Тем, кто оставался в саду, предстояла пытка послеобеденным сном. Засыпать приходилось с большим трудом. Взрослым легко засыпать — они умеют считать овец или облака. А когда ни считать, ни писать… Мало того, засыпающий ребёнок должен был, согласно приказу воспитательницы, «лечь на бок, положить руки под голову и закрыть глаза». Верчение на кровати, хихиканье и перешёптывание строго пресекались. Я был упорный незасыпанец. Лежал-то я тихо и руки держал, где велели, но глаз не закрывал. Рассматривал трещины в штукатурке, остатки гипсовой лепнины, чудом сохранившейся ещё с дореволюционных времён, печные заслонки затейливого литья, дубовый паркет, который регулярно натирали до блеска нянечки жужжащим полотёром, выходившие в сад высокие стрельчатые окна с огромными подоконниками и ветви огромных лип, которые, должно быть, ещё и к купеческим детям заглядывали в комнату, когда они не хотели засыпать. Никогда не мечталось с таким удовольствием, как тогда. Только одно мешало — запахи приготовляемой на кухне пищи. Запах каких-нибудь щей или горохового супа мог разрушить любой, даже самый неприступный воздушный замок.
Я очень хорошо запомнил эти интерьеры. Потом, много лет спустя, читая самые разные книжки, я представлял себе, что действие происходит именно в этой обстановке. И романы Дюма и пьесы Уайльда — всё разыгрывалось в декорациях моего детского сада. Увы, запахи я запомнил тоже хорошо. И когда миссис Чивли из «Идеального мужа» так изощрённо шантажировала сэра Роберта Чилтерна в гостиной его дома на Гровнер-сквер… Так вдруг некстати в эту гостиную вползал запах вчерашних детсадовских щей…

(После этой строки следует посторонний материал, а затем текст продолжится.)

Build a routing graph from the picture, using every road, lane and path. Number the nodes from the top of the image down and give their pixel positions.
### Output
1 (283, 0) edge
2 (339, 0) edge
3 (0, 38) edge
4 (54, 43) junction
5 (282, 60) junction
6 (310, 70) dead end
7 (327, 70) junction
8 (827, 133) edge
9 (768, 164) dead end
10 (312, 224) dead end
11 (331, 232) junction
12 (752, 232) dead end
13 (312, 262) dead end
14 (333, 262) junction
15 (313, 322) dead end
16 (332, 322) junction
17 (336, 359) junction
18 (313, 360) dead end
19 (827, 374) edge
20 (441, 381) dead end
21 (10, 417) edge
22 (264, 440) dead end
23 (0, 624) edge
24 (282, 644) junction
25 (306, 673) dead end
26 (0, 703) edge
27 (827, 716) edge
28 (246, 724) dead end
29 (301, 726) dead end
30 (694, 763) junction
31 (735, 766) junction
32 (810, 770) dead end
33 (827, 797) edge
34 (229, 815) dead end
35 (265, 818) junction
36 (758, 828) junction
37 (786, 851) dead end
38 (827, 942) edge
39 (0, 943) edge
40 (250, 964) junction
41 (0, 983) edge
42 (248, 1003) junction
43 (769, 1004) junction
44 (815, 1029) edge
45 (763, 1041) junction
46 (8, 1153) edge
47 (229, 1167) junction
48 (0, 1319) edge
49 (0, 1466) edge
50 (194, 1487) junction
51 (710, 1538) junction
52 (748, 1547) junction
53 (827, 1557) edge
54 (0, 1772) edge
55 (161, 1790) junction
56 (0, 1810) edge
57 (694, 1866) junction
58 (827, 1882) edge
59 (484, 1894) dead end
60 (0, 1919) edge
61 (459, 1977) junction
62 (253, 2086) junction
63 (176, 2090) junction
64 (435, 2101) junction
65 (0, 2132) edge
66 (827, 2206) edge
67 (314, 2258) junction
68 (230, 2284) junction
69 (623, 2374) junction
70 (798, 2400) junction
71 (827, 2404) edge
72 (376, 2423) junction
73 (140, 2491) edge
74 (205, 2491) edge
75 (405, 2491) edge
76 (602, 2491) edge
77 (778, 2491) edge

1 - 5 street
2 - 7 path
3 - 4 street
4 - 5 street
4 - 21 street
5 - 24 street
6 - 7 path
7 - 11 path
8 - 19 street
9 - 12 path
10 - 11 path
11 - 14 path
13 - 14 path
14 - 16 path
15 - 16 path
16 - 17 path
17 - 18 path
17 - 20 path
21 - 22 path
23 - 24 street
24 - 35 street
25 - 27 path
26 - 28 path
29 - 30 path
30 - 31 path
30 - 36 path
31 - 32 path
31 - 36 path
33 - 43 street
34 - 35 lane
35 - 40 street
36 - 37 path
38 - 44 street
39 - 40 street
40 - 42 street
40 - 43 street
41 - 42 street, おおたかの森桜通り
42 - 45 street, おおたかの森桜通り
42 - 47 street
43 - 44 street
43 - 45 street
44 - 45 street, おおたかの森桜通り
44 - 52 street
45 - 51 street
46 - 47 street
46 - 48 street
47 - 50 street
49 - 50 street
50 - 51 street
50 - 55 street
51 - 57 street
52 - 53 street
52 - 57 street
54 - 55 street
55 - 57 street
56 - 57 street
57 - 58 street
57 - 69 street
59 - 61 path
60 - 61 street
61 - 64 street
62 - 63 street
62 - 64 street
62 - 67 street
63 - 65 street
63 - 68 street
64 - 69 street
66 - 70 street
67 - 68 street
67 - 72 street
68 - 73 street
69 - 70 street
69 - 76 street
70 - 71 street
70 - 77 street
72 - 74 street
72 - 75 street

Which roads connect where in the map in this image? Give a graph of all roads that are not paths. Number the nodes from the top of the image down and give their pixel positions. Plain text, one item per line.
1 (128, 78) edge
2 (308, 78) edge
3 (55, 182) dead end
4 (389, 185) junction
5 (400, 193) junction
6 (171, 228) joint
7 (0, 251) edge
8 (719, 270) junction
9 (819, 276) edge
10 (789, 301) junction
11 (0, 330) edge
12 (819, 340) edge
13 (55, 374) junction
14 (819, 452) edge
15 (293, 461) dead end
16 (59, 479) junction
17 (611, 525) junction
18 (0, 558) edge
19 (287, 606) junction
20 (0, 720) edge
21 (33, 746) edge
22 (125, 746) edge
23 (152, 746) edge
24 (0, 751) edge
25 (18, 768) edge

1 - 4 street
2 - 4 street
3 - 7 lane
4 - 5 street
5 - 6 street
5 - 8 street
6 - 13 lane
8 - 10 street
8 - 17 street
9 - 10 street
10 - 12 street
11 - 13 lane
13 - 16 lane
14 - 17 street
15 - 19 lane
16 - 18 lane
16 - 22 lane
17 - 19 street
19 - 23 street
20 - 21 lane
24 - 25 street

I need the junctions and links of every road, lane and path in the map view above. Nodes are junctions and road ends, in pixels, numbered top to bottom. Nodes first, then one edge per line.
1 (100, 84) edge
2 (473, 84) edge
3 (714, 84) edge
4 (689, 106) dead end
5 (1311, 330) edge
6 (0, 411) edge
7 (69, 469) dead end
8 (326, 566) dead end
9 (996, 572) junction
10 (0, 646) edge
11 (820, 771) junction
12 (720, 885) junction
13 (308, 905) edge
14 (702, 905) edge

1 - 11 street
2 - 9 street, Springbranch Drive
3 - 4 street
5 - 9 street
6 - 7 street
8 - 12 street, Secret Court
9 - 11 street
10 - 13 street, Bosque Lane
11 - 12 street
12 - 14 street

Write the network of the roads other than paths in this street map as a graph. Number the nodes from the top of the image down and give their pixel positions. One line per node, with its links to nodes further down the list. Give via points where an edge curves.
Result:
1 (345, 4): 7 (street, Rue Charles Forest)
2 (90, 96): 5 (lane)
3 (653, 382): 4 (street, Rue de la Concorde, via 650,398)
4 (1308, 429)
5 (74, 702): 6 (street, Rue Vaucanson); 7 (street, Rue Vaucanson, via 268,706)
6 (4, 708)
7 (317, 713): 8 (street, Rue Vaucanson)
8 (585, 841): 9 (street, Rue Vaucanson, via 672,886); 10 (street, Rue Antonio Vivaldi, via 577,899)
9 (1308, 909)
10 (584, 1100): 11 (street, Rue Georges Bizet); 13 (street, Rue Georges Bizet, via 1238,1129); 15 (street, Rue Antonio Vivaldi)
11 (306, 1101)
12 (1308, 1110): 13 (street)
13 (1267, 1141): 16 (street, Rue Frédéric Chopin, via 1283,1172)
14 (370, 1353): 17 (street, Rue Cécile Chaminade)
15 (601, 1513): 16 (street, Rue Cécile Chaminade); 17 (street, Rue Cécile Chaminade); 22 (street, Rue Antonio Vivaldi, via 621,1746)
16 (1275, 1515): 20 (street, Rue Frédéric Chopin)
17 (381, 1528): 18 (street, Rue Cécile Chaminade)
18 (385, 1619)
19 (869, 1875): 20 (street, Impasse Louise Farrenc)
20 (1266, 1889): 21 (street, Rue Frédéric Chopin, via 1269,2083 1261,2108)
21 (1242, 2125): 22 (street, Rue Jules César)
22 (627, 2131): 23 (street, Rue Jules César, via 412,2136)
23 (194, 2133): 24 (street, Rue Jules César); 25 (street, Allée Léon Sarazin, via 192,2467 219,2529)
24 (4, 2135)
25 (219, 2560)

* * *Одним из самых больших удовольствий в те годы был приезд передвижного кино в наш двор. Тогда слово двор ещё не было синонимом парковки. В нашем дворе стояли скамеечки, как в кинотеатре, и была сколочена сцена из досок. Поздней весной и летом, по выходным, как начинало темнеть, крутили разные фильмы. Над сценой натягивали экран. Но… перед скоромным было постное. Этим постным был лектор общества «Знание». Кратенько, минут на сорок, в цифрах и фактах, как говорил карнавальный Огурцов, нам рассказывали о международном положении, о видах на урожай зерновых, а то и зернобобовых, о том, что в этом году район по яйцам так вырвался вперёд, что оторвался от них напрочь, ну, и, конечно, о жизни на Марсе. Иногда лектора заменяли коллективы местной и заезжей художественной самодеятельности. В основном дети или пенсионеры. Пели и плясали. Играли баянисты и балалаечники. Но кино было интереснее всего. Смотрели по десять раз «Волгу-Волгу», «Весёлых ребят», «Детей капитана Гранта». Можно было бегать между рядами, свистеть, плеваться шелухой семечек и кричать главному герою: «Обернись! В тебя целятся!» Тогда, в шестилетнем, кажется, возрасте, я увидел фильм «Женитьба Бальзаминова». Скорее всего, почти ничего и не понял, но с тех пор Миша Бальзаминов, не считая Обломова, один из самых любимых моих литературных героев. Наверное, потому, что я и сам на него похож. По крайней мере, так утверждает моя мама. Ей виднее. Как хотите, но я б и сейчас издал указ, чтобы бедные женились на богатых, а богатые — на бедных. Конечно, получилось бы чёрт знает что, как это обычно у нас и получается. Богатые сейчас же стали бы взятки давать чиновникам из дворцов бракосочетаний, откупаясь от бедных невест и особенно женихов. Заключались бы фиктивные браки с бедными где-нибудь в районном загсе с выцветшими тюлевыми занавесками и тайные с богатыми в фешенебельном загсе на Канарах. Некоторые беднели бы нарочно. Ходили бы в рваных костюмах от Версаче и ездили на подержанных роллс-ройсах. Самые отчаянные из богатых и на преступления шли бы. Пусть хоть в тюрьму, но жениться только на богатой. Начались бы показательные суды над богатыми, не желающими жениться. Наши журналисты строчили бы душераздирающие статьи о том, что в какой-нибудь вологодской деревне местный олигарх уже оформил три брака с местными доярками и прижил от них кучу ребятишек, а сам тайно повенчан… Ну вот, опять включили свет. Не дают помечтать…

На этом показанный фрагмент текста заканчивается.